─── Material provided ───

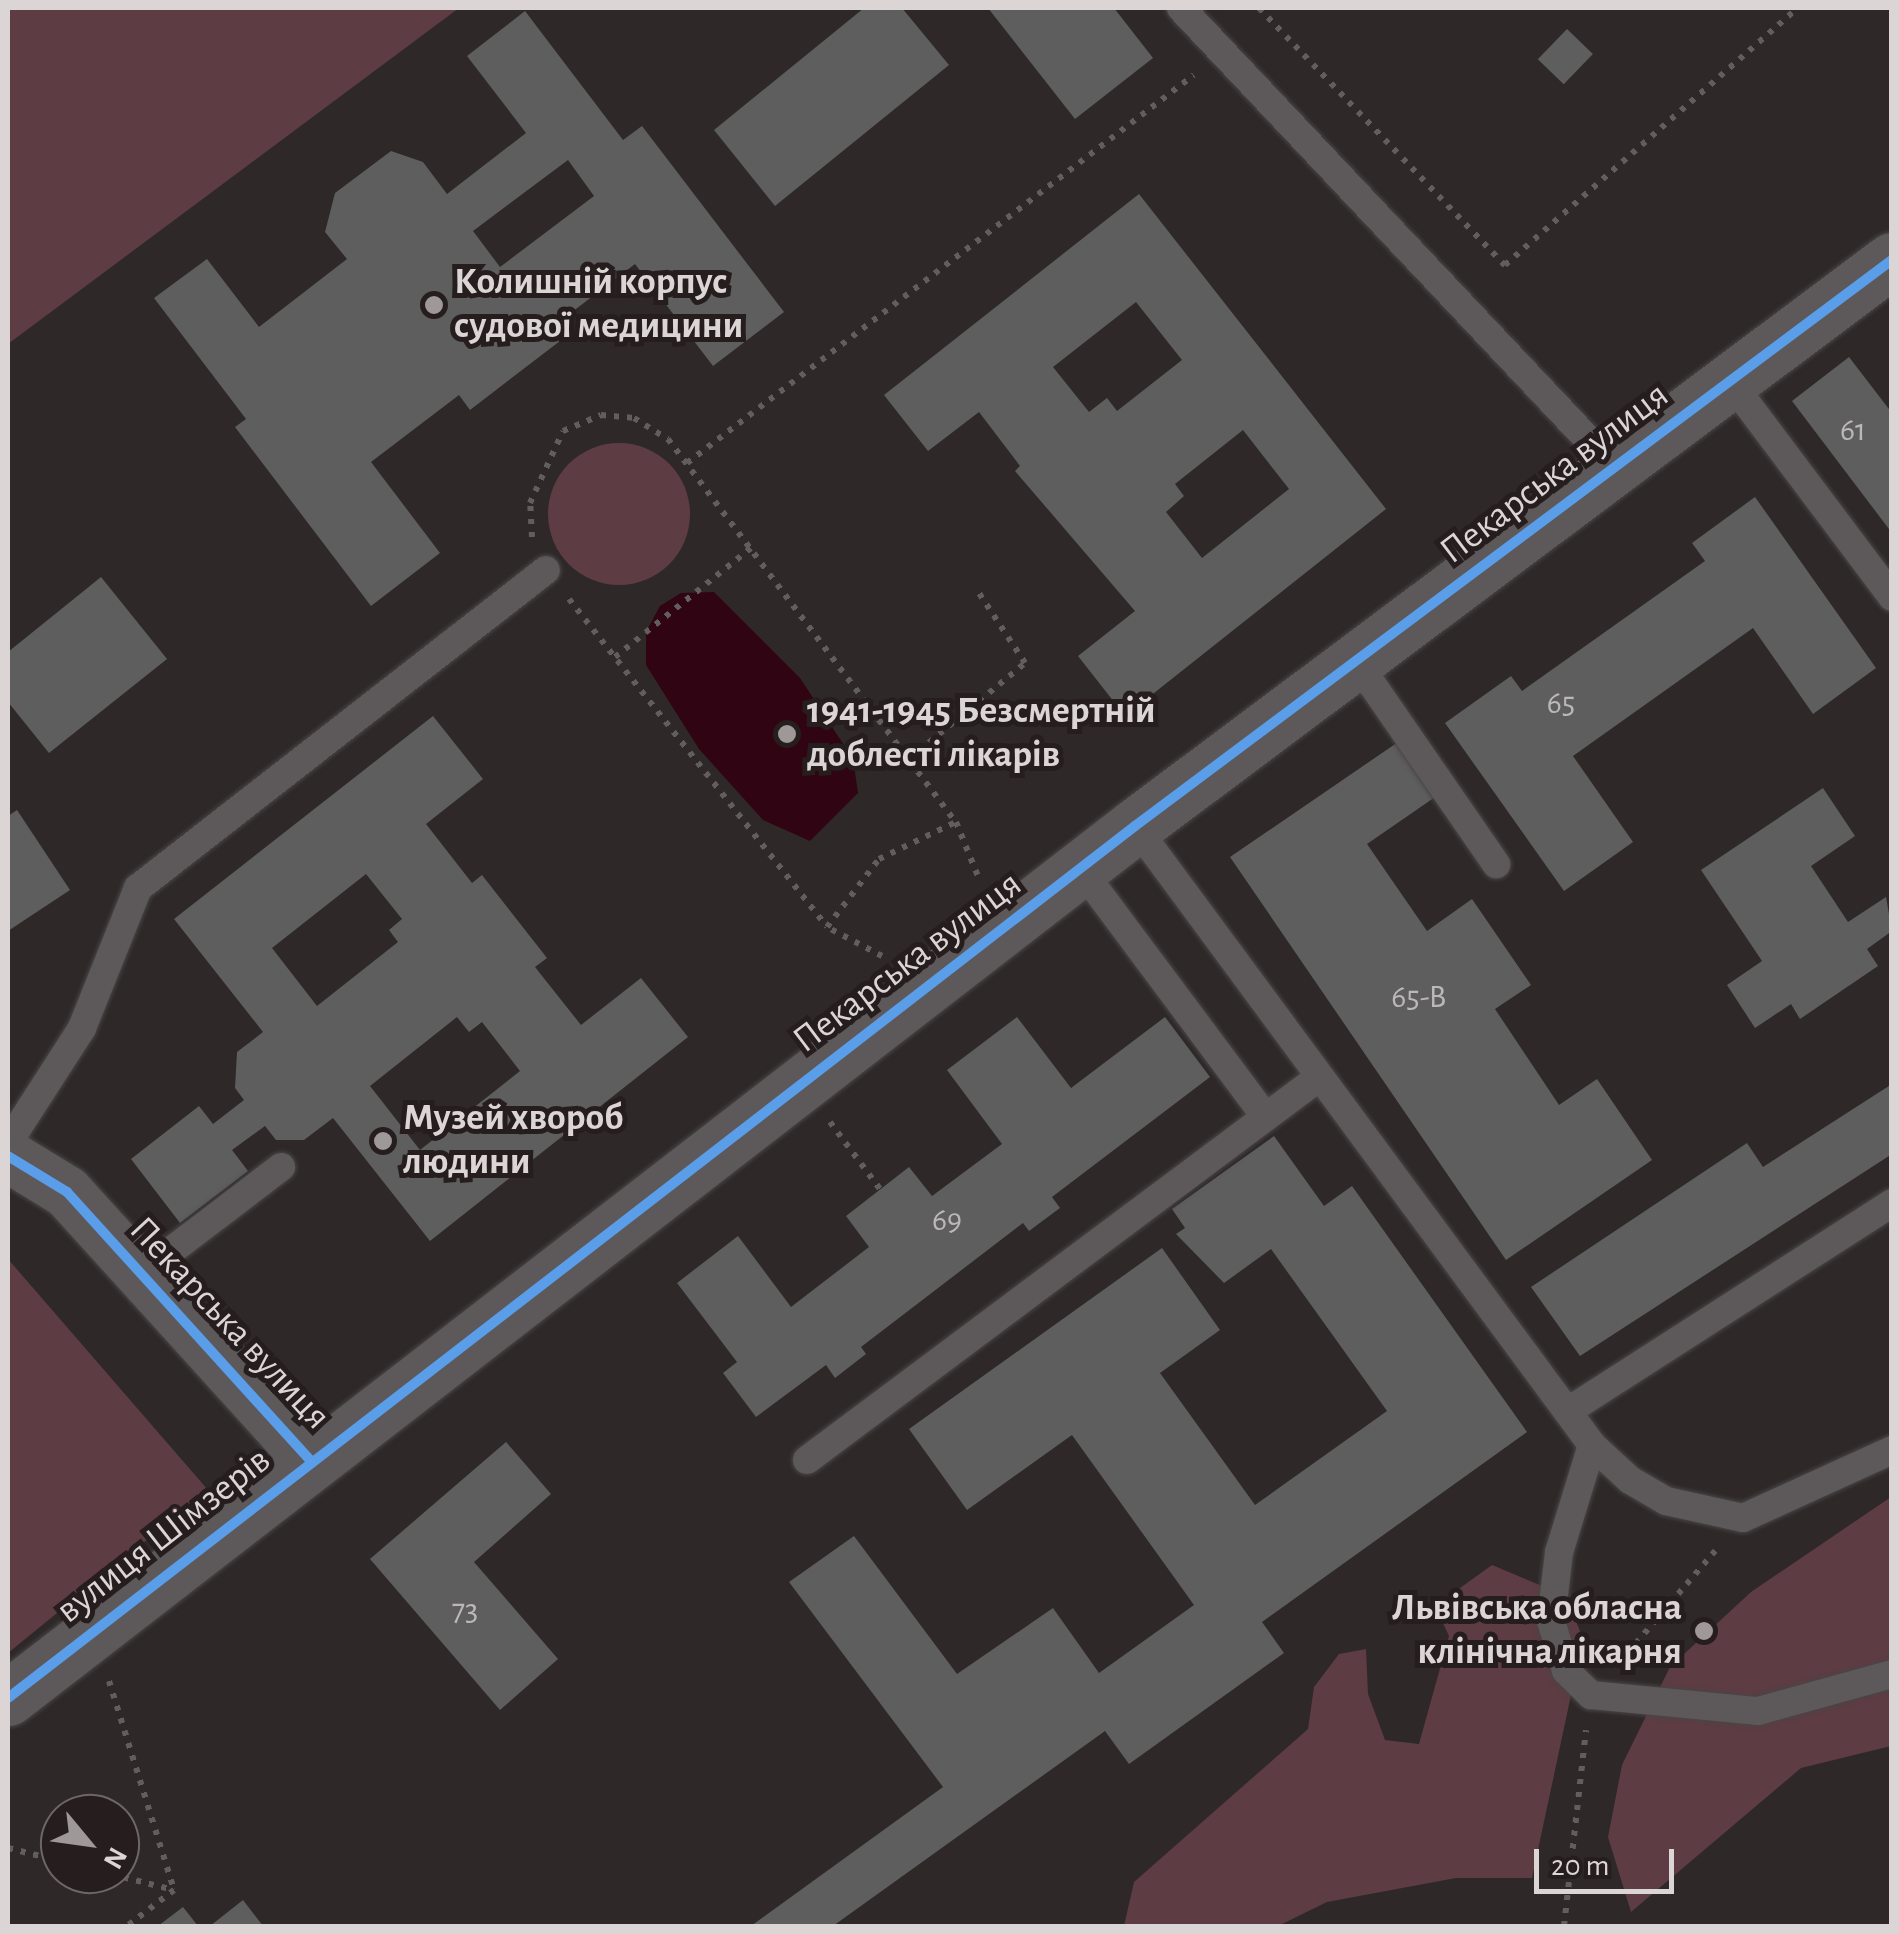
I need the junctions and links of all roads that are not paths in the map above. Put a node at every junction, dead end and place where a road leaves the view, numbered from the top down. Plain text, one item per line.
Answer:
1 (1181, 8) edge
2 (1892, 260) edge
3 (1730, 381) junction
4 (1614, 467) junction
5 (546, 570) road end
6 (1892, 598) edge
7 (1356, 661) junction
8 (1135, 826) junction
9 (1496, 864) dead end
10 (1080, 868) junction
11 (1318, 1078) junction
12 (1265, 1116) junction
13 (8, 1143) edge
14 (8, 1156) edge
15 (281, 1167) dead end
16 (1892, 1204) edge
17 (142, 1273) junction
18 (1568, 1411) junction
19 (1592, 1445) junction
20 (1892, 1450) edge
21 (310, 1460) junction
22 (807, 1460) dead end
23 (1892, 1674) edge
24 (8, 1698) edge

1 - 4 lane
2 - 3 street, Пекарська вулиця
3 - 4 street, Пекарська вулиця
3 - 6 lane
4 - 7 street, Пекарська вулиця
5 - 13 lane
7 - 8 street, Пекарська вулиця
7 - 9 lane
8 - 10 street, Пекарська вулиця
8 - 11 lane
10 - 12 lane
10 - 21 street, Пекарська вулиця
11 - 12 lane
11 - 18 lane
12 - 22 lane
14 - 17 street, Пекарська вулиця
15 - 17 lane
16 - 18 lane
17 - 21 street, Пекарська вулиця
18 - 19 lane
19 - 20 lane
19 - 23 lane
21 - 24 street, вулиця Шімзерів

───

**What you need to do**
Set all of the records down once more, letter for letter, with the images removed.

**Task response**
I need the junctions and links of all roads that are not paths in the map above. Put a node at every junction, dead end and place where a road leaves the view, numbered from the top down. Plain text, one item per line.
Answer:
1 (1181, 8) edge
2 (1892, 260) edge
3 (1730, 381) junction
4 (1614, 467) junction
5 (546, 570) road end
6 (1892, 598) edge
7 (1356, 661) junction
8 (1135, 826) junction
9 (1496, 864) dead end
10 (1080, 868) junction
11 (1318, 1078) junction
12 (1265, 1116) junction
13 (8, 1143) edge
14 (8, 1156) edge
15 (281, 1167) dead end
16 (1892, 1204) edge
17 (142, 1273) junction
18 (1568, 1411) junction
19 (1592, 1445) junction
20 (1892, 1450) edge
21 (310, 1460) junction
22 (807, 1460) dead end
23 (1892, 1674) edge
24 (8, 1698) edge

1 - 4 lane
2 - 3 street, Пекарська вулиця
3 - 4 street, Пекарська вулиця
3 - 6 lane
4 - 7 street, Пекарська вулиця
5 - 13 lane
7 - 8 street, Пекарська вулиця
7 - 9 lane
8 - 10 street, Пекарська вулиця
8 - 11 lane
10 - 12 lane
10 - 21 street, Пекарська вулиця
11 - 12 lane
11 - 18 lane
12 - 22 lane
14 - 17 street, Пекарська вулиця
15 - 17 lane
16 - 18 lane
17 - 21 street, Пекарська вулиця
18 - 19 lane
19 - 20 lane
19 - 23 lane
21 - 24 street, вулиця Шімзерів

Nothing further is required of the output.